Druckwasserreaktor • Leistung: 727 MW • Typ: WH 2LP • Hersteller: Westinghouse •
Baubeginn: 30. März 1975 • Inbetriebnahme: 11. September 1981 •[1][2] Abschaltung: offen


Reaktor in erdbebengefährdetem Gebiet

AKW Krško während des Hochwassers 2010 (Slowenien)

Den Druckwasserreaktor Krško haben Slowenien und Kroatien aus der Erbmasse des ehemaligen Jugoslawien übernommen.[3]

Mit dem Bau der Anlage wurde 1975 begonnen. Krško besitzt eine Nettoleistung von 727 MW und wurde am 11. September 1981 in Betrieb genommen. Der kommerzielle Betrieb begann aber erst am 1. Januar 1983. Eigentümer der Anlage ist die GEN Energija, Betreiber die Nuklearna Elektrarna Krško (NEK).[1] Hersteller des Reaktors war Westinghouse.[2]

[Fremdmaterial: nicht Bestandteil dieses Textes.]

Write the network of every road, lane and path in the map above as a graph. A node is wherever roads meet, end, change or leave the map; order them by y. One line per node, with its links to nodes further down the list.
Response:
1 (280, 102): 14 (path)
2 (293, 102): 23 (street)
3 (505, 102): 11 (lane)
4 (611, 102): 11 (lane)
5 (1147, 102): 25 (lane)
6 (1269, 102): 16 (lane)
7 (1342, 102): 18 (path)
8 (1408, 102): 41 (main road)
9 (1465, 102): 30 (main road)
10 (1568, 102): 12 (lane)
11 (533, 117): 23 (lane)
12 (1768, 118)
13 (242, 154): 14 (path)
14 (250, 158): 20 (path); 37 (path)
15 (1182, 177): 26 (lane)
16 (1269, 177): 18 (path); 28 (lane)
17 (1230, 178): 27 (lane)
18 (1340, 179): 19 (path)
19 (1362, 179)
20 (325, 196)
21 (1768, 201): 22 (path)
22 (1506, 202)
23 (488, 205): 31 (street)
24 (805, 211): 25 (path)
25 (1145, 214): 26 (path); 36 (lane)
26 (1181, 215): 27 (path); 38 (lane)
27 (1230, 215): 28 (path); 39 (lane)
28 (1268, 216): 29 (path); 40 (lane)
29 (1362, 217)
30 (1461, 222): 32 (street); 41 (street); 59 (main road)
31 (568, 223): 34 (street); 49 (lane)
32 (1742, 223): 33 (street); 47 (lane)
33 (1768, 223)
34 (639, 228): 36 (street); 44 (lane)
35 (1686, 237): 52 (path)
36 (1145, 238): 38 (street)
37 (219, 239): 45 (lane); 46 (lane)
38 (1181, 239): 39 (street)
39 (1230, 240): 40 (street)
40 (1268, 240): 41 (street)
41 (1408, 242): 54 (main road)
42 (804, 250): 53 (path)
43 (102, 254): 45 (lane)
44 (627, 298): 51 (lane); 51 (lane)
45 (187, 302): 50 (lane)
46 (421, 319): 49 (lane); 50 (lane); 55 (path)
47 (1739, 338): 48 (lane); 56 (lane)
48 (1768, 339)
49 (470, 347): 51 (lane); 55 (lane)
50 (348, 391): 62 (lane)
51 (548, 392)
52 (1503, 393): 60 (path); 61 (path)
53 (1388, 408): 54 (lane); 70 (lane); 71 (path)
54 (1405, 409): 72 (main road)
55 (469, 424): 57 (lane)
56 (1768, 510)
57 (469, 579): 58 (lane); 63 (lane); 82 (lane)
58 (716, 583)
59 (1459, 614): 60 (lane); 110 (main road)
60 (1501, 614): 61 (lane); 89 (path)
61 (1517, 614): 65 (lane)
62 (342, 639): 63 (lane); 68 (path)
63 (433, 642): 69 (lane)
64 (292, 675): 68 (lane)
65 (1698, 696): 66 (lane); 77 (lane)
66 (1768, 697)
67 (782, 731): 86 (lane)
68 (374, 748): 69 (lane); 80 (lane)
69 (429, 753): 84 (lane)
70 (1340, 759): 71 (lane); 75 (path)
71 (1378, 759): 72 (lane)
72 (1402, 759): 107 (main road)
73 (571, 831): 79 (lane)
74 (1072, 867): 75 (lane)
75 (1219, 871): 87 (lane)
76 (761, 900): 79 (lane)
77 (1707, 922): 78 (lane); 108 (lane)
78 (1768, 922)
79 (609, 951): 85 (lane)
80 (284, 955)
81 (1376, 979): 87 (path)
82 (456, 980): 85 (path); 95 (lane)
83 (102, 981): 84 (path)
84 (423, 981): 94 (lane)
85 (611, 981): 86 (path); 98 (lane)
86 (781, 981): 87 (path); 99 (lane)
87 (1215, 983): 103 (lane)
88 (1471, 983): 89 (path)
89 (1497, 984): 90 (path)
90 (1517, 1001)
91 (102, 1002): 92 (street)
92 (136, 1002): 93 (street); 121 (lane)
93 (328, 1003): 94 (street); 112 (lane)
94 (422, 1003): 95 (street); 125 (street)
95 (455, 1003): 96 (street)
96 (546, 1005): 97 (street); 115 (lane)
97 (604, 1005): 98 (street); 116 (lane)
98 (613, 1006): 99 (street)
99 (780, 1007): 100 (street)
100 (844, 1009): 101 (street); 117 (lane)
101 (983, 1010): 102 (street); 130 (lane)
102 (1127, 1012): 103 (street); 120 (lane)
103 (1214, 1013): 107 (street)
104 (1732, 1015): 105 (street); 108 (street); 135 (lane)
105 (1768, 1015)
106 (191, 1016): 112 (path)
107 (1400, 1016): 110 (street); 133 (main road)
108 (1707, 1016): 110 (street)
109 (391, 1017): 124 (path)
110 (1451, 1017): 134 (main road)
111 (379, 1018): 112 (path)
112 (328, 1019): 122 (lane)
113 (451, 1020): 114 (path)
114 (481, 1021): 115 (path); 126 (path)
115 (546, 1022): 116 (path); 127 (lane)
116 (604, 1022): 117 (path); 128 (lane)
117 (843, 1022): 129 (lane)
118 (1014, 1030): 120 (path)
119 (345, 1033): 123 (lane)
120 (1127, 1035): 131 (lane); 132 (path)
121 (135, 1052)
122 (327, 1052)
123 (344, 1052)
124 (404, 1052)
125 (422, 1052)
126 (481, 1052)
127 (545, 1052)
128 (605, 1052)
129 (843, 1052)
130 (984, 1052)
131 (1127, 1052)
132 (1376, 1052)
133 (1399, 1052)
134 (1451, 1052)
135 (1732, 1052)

Krško gehört Slowenien und Kroatien seit 2001 jeweils zur Hälfte und deckte 2018 35 % des slowenischen und 20 % des kroatischen Strombedarfs.[4]

Der Standort befindet sich bei der Gemeinde Krško an der Save im Osten Sloweniens, ungefähr 100 Kilometer östlich der slowenischen Hauptstadt Ljubljana und etwa 50 Kilometer nordwestlich der kroatischen Hauptstadt Zagreb.[5][6]

Krško liegt nahe "der seismischen Bruchlinie zwischen der adriatischen und pannonisch-alpinen Platte". Erst 2016 wurden neue seismische Störungen entdeckt, die von Experten untersucht werden, um die Erdbebenrisiken besser einschätzen zu können.[7] Wegen der Erdbebengefahr fordern mehrere Länder, insbesondere Österreich, die sofortige Abschaltung.[8]

Am Standort befindet sich auch ein Zwischenlager für abgebrannte Brennelemente.[9]

Laufzeitverlängerung und Neubau?

Nach der Fukushima-Katastrophe im März 2011 lehnten Slowenien und Kroatien eine Abschaltung des Reaktors Krško ab. Slowenien wollte einen neuen Reaktor errichten, was jedoch Proteste in beiden Ländern auslöste.[3]

Im Dezember 2011 lehnte der neue slowenische Premier Jankovic hingegen einen weiteren Reaktor in Krško ab und bezeichnete die Atomenergie als Auslaufmodell.[10] Im Juni 2012 war offen, ob es eine Laufzeitverlängerung geben soll; über einen Neubau wurde weiterhin nachgedacht.[11]

Im Januar 2014 hieß es, die slowenische Regierung plane den Bau eines neuen Reaktors für 3,5 bis 4 Mrd. Euro bis 2023, wozu allerdings ein Referendum abgehalten werden sollte. Kroatien wollte sich nicht am Neubau beteiligen.[12]

Anscheinend war die Finanzierung nicht geklärt, denn Slowenien suchte Investoren für den Bau eines zweiten Reaktors, der 1.500 MW Leistung haben und 2030 ans Netz gehen sollte.[13]

Das AKW sollte 2023 abgeschaltet werden. Im Juli 2015 einigten sich beide Staaten jedoch auf eine Laufzeitverlängerung bis 2043.[6]

2017 modernisierte AREVA NP die Sicherheitsleittechnik, die zur Überwachung und Erfassung des Neutronenflusses im Reaktorkern dient.[4]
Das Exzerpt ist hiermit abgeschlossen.